Patrick Thibodeau | Dec. 30, 2011
Organizational psychologist Billie Blair explains how IT managers and their staffs are different from the rest of us.

Is that any different than other department in that respect? Yes and no. All departments form affiliations, and that's what I'm describing and that's why there is resistance to changes in the IT area, but the IT department forms stronger affiliations. If you have any knowledge of the Marine Corps and their esprit de corps, it's that sort of thing translated into the corporate world. And that's a standard deviation different from the esprit de corps among typical employees and their departments.

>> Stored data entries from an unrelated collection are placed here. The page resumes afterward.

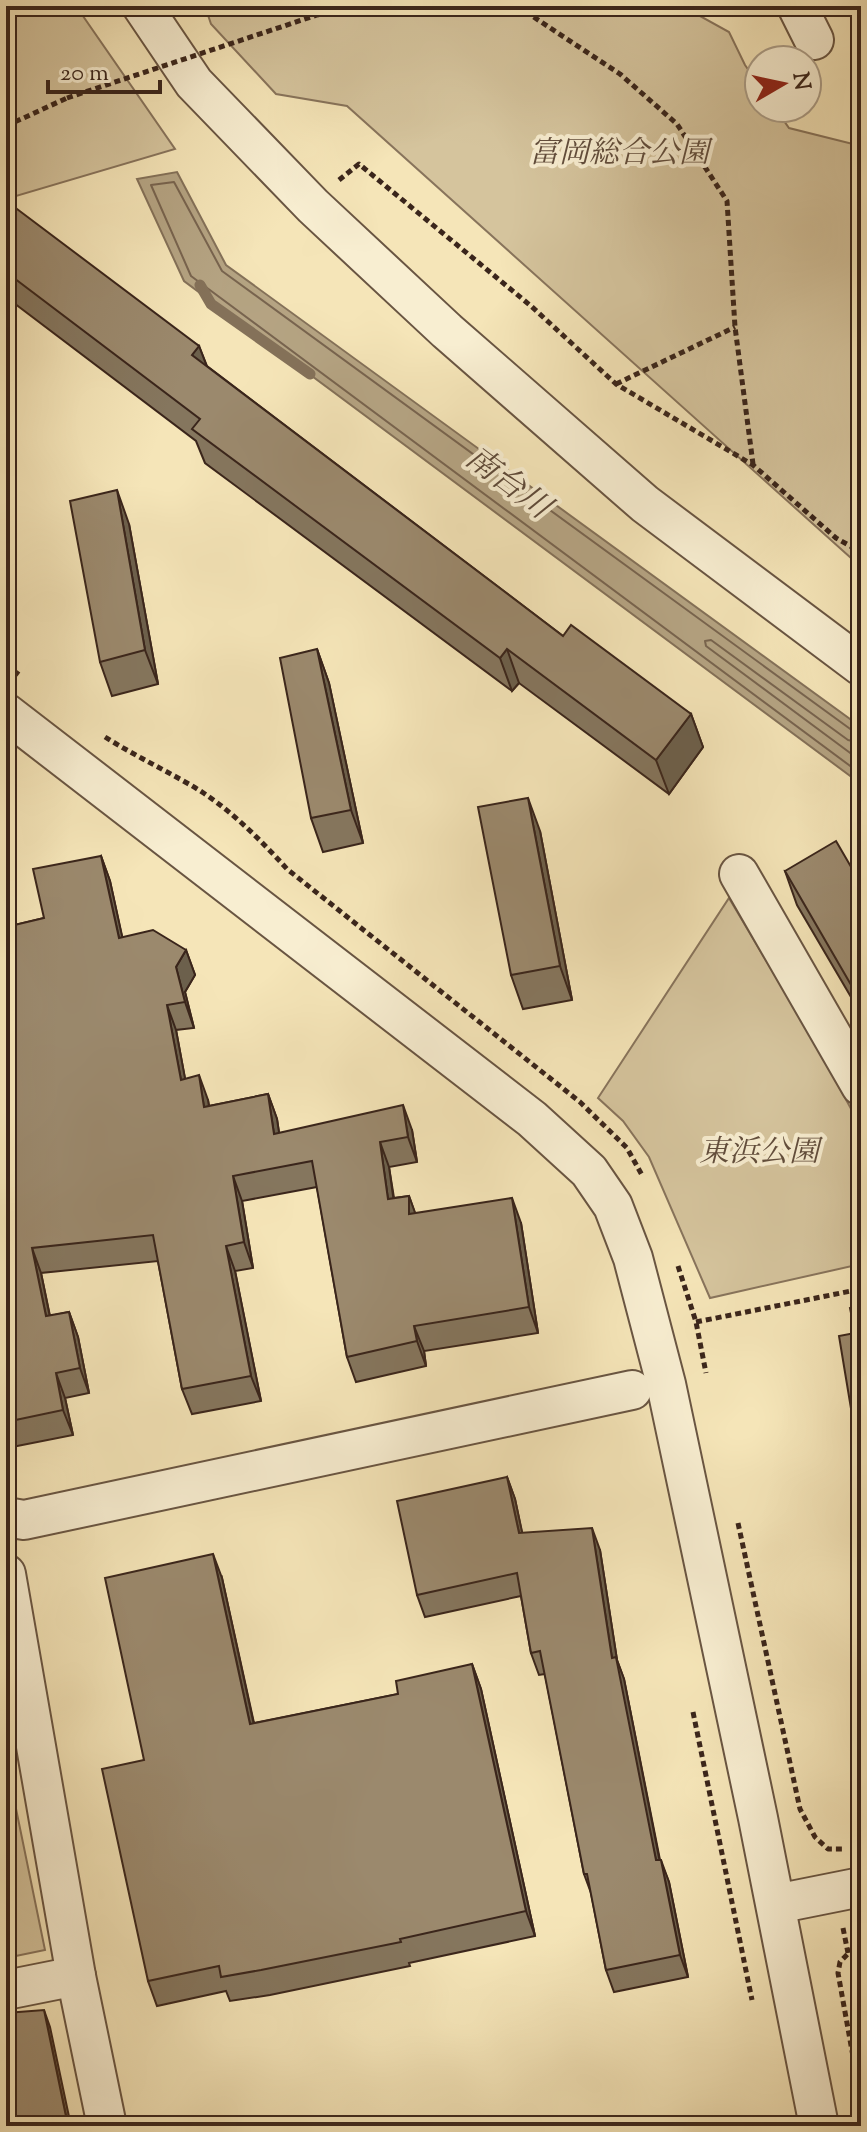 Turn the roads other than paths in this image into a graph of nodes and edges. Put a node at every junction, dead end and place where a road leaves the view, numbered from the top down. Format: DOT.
graph roads {
  1 [pos="142,6"];
  2 [pos="797,6"];
  3 [pos="814,40"];
  4 [pos="861,666"];
  5 [pos="6,713"];
  6 [pos="739,874"];
  7 [pos="861,1086"];
  8 [pos="632,1390"];
  9 [pos="6,1517"];
  10 [pos="6,1574"];
  11 [pos="861,1887"];
  12 [pos="776,1904"];
  13 [pos="76,1976"];
  14 [pos="6,1990"];
  15 [pos="107,2126"];
  16 [pos="819,2126"];
  1 -- 4 [label="street"];
  2 -- 3 [label="street"];
  5 -- 12 [label="street"];
  6 -- 7 [label="street"];
  8 -- 9 [label="street"];
  10 -- 13 [label="street"];
  11 -- 12 [label="street"];
  12 -- 16 [label="street"];
  13 -- 14 [label="street"];
  13 -- 15 [label="street"];
}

If you were to suggest a 12-step program to help IT managers change their behavior, what would be included? IT managers are generally very bright people and in order to make any behavioral change, the individual has to understand why that change is needed and has to want it to happen. Because IT folks are numbers, technically driven people, we lay out the data for them. It could be any of the management assessments that look at, in very real terms, the anonymous feedback that's given on their performance as managers. We often start that way and we ask them to react to that very real data, and we begin to slowly work through the engagement process where the person comes to want to do something differently.

Would that assessment data show IT managers that they are seen as aloof? Yes, or something like that. When one is dealing with a person who has great capability, very real great capabilities, and believes in those capabilities, they are going to have an ego that supports that. We have to present a realistic view of the person, not to destroy them but to cause them to take pause in what they are doing.

What kind of reactions do you see after presenting the data to IT managers? First, it is usually anger, and often anger at us, and disbelief. But then we continue to talk. We try to do it in a technical way. They are always engaged, as I say, by data. We try to have, as well, performance data about the organization in and of itself and where it is trying to go. We sort of engage and come to an understanding that we are all in this together. When we talked about the arrogance and insularity (of IT managers) what that really means is that they are not a team player necessarily. When I talk about them not being a team player, it sort of sounds as if they haven't done anything at all to support the organization, and I certainly don't mean that at all. They do. But as far as really allowing the organization to work in its very best way, they have to become a team player.